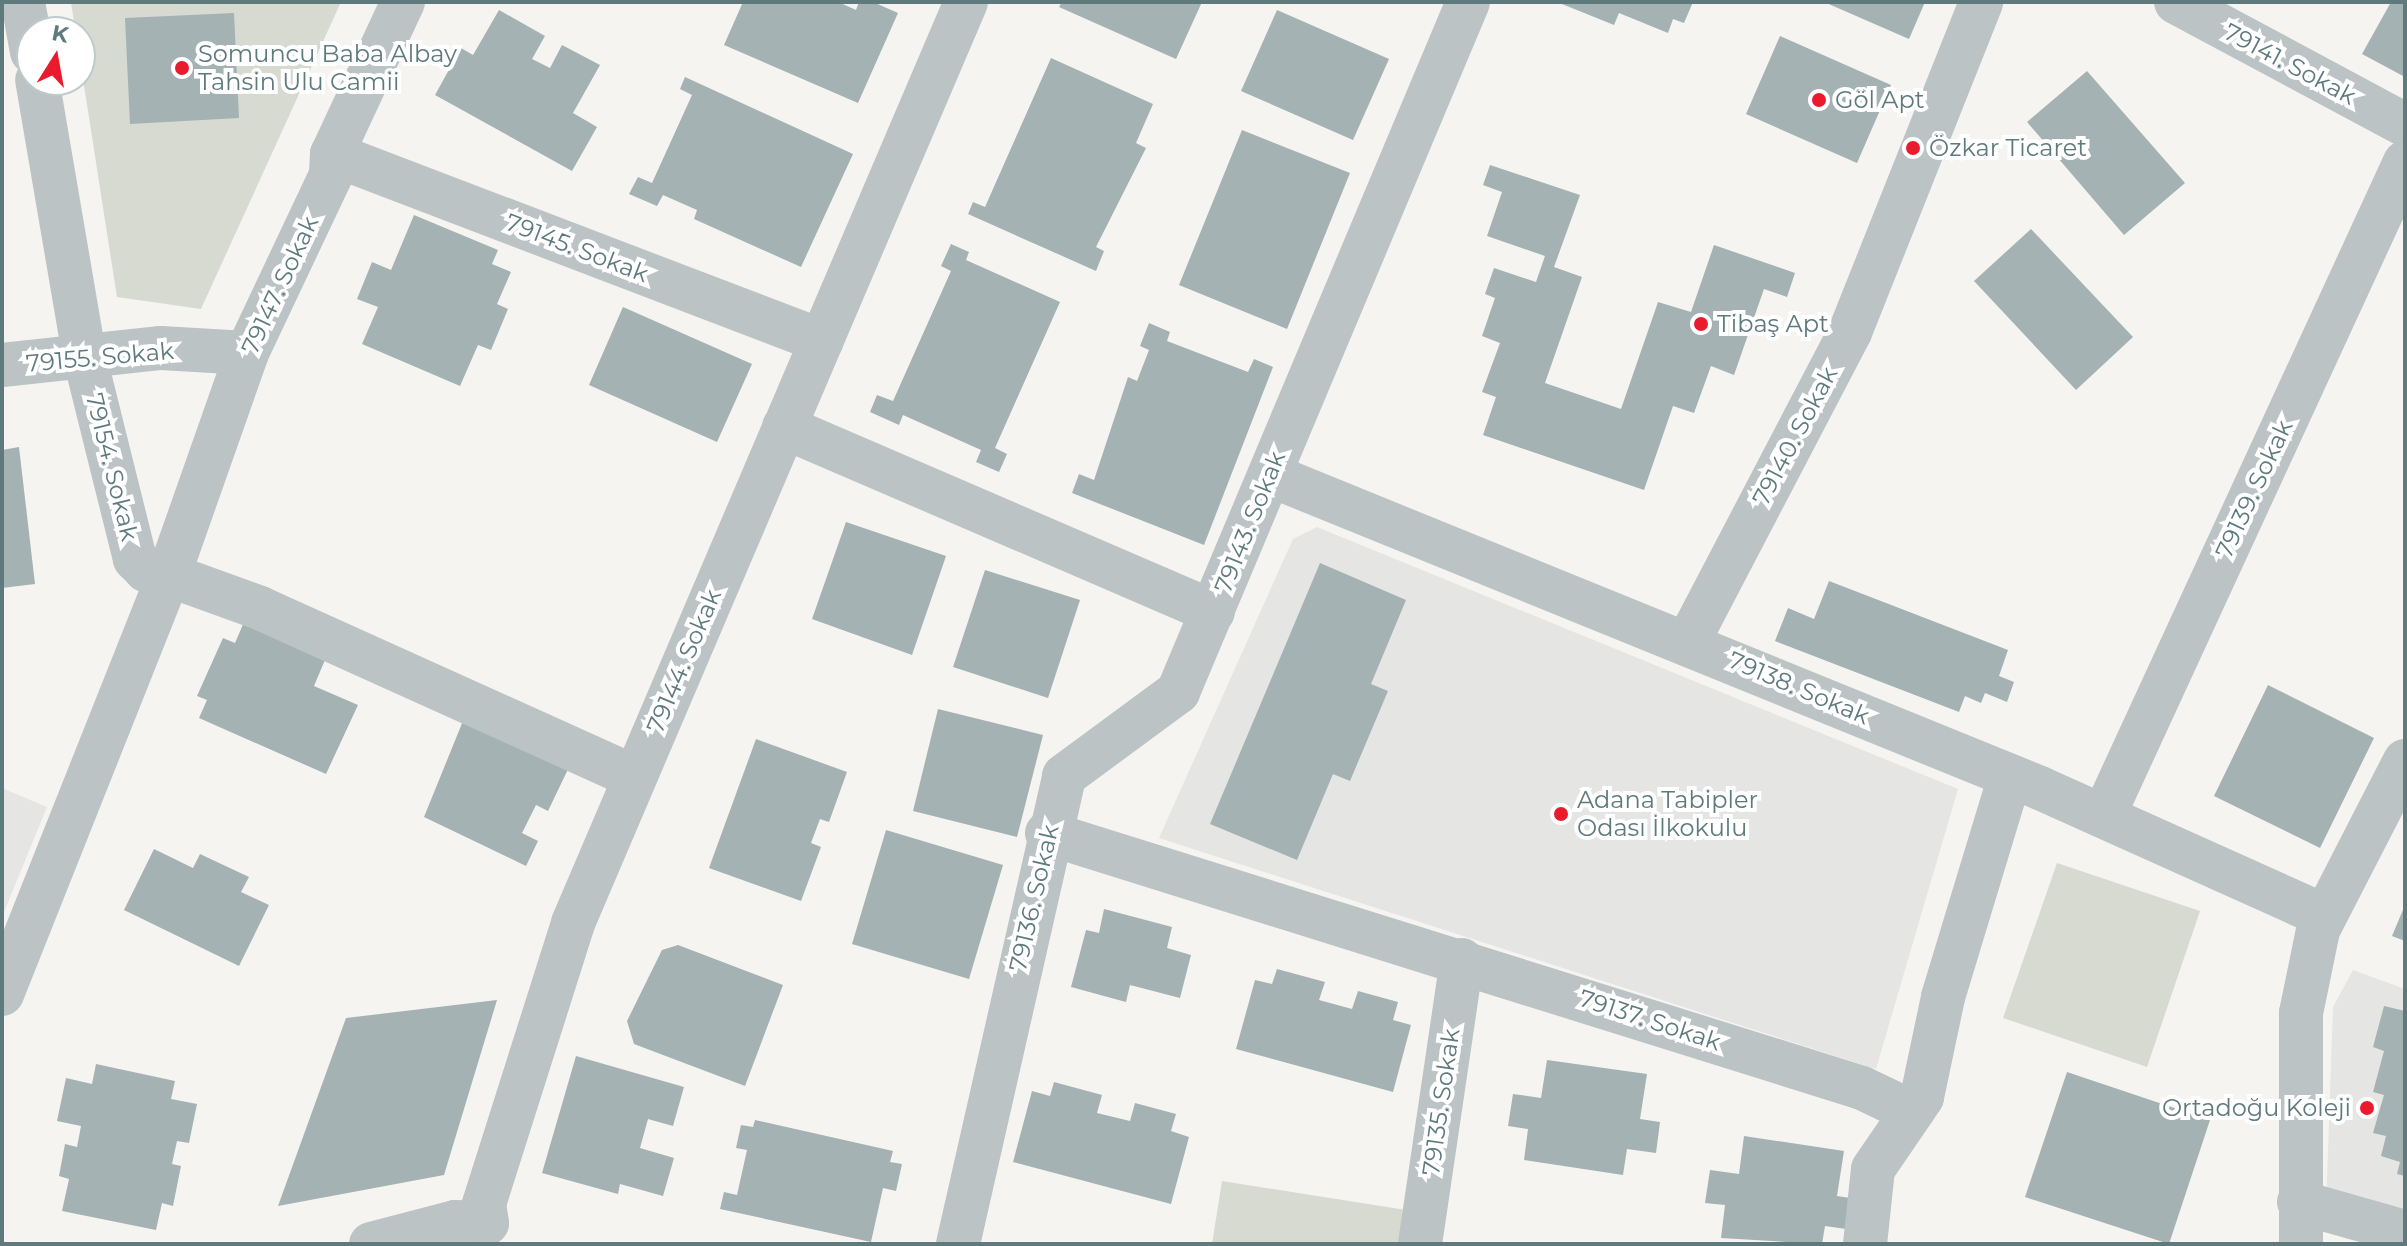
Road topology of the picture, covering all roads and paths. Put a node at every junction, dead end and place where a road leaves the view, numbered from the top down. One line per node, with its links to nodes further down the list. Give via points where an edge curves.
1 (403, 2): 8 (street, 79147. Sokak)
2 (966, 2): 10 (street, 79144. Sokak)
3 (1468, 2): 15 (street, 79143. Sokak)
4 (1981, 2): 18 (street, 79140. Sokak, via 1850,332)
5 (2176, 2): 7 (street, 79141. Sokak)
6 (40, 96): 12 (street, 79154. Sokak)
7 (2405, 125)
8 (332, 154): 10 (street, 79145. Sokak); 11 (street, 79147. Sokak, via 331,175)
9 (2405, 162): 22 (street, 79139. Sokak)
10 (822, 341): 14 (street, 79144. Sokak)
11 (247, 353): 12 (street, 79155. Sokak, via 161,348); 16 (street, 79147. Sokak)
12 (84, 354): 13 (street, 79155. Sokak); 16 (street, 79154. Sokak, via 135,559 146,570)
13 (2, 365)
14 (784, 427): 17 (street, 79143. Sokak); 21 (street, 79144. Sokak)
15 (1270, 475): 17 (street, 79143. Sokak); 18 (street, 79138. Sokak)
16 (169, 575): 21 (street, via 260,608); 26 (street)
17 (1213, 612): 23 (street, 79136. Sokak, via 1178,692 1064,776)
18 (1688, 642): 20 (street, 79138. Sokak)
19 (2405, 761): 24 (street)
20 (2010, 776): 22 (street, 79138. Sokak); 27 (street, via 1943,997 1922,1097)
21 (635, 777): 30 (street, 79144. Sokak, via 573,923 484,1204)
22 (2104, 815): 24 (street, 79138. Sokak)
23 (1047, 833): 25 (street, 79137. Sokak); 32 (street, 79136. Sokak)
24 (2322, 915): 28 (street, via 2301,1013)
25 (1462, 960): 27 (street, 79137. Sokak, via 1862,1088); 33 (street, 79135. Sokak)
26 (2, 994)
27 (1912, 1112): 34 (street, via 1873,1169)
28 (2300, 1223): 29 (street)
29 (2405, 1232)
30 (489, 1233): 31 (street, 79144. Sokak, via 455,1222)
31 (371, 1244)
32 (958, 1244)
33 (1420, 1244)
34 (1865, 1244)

• • • •

WHAT TO WORK ON
Write out all the records again, exactly, minus any pictures.

OUTPUT
Road topology of the picture, covering all roads and paths. Put a node at every junction, dead end and place where a road leaves the view, numbered from the top down. One line per node, with its links to nodes further down the list. Give via points where an edge curves.
1 (403, 2): 8 (street, 79147. Sokak)
2 (966, 2): 10 (street, 79144. Sokak)
3 (1468, 2): 15 (street, 79143. Sokak)
4 (1981, 2): 18 (street, 79140. Sokak, via 1850,332)
5 (2176, 2): 7 (street, 79141. Sokak)
6 (40, 96): 12 (street, 79154. Sokak)
7 (2405, 125)
8 (332, 154): 10 (street, 79145. Sokak); 11 (street, 79147. Sokak, via 331,175)
9 (2405, 162): 22 (street, 79139. Sokak)
10 (822, 341): 14 (street, 79144. Sokak)
11 (247, 353): 12 (street, 79155. Sokak, via 161,348); 16 (street, 79147. Sokak)
12 (84, 354): 13 (street, 79155. Sokak); 16 (street, 79154. Sokak, via 135,559 146,570)
13 (2, 365)
14 (784, 427): 17 (street, 79143. Sokak); 21 (street, 79144. Sokak)
15 (1270, 475): 17 (street, 79143. Sokak); 18 (street, 79138. Sokak)
16 (169, 575): 21 (street, via 260,608); 26 (street)
17 (1213, 612): 23 (street, 79136. Sokak, via 1178,692 1064,776)
18 (1688, 642): 20 (street, 79138. Sokak)
19 (2405, 761): 24 (street)
20 (2010, 776): 22 (street, 79138. Sokak); 27 (street, via 1943,997 1922,1097)
21 (635, 777): 30 (street, 79144. Sokak, via 573,923 484,1204)
22 (2104, 815): 24 (street, 79138. Sokak)
23 (1047, 833): 25 (street, 79137. Sokak); 32 (street, 79136. Sokak)
24 (2322, 915): 28 (street, via 2301,1013)
25 (1462, 960): 27 (street, 79137. Sokak, via 1862,1088); 33 (street, 79135. Sokak)
26 (2, 994)
27 (1912, 1112): 34 (street, via 1873,1169)
28 (2300, 1223): 29 (street)
29 (2405, 1232)
30 (489, 1233): 31 (street, 79144. Sokak, via 455,1222)
31 (371, 1244)
32 (958, 1244)
33 (1420, 1244)
34 (1865, 1244)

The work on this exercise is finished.